:: GIVEN RECORDS ::
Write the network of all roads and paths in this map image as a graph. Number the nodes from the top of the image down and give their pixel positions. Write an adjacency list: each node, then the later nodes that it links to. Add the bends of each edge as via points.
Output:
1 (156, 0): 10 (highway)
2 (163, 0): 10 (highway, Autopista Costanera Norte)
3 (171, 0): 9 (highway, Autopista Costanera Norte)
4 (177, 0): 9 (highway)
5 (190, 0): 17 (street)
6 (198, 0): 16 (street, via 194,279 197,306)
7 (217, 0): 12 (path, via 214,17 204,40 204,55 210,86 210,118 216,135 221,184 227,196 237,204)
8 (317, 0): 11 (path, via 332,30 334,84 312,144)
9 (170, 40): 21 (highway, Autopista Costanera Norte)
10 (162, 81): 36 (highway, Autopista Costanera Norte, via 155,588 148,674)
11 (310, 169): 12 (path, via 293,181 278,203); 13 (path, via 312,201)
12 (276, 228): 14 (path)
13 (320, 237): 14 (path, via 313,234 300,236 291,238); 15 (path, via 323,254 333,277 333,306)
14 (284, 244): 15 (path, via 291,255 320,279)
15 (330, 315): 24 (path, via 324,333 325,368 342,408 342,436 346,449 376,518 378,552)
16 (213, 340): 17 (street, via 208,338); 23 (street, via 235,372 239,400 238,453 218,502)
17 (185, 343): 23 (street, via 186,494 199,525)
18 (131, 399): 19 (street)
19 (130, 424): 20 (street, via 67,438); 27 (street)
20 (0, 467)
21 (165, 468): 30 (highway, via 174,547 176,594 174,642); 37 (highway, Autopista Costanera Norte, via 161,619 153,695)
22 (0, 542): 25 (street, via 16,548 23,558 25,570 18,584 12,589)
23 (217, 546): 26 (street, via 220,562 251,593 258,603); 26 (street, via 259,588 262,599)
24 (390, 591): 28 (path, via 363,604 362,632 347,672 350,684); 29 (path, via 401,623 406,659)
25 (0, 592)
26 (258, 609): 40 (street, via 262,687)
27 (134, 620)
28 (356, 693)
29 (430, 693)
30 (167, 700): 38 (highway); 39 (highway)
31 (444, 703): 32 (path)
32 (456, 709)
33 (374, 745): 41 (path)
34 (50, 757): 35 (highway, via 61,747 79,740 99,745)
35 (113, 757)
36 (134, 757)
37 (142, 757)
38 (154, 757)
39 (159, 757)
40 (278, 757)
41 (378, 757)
:::
WORK TO BE COMPLETED: Show all lines from the data that contain "Costanera".

OUTPUT:
2 (163, 0): 10 (highway, Autopista Costanera Norte)
3 (171, 0): 9 (highway, Autopista Costanera Norte)
9 (170, 40): 21 (highway, Autopista Costanera Norte)
10 (162, 81): 36 (highway, Autopista Costanera Norte, via 155,588 148,674)
21 (165, 468): 30 (highway, via 174,547 176,594 174,642); 37 (highway, Autopista Costanera Norte, via 161,619 153,695)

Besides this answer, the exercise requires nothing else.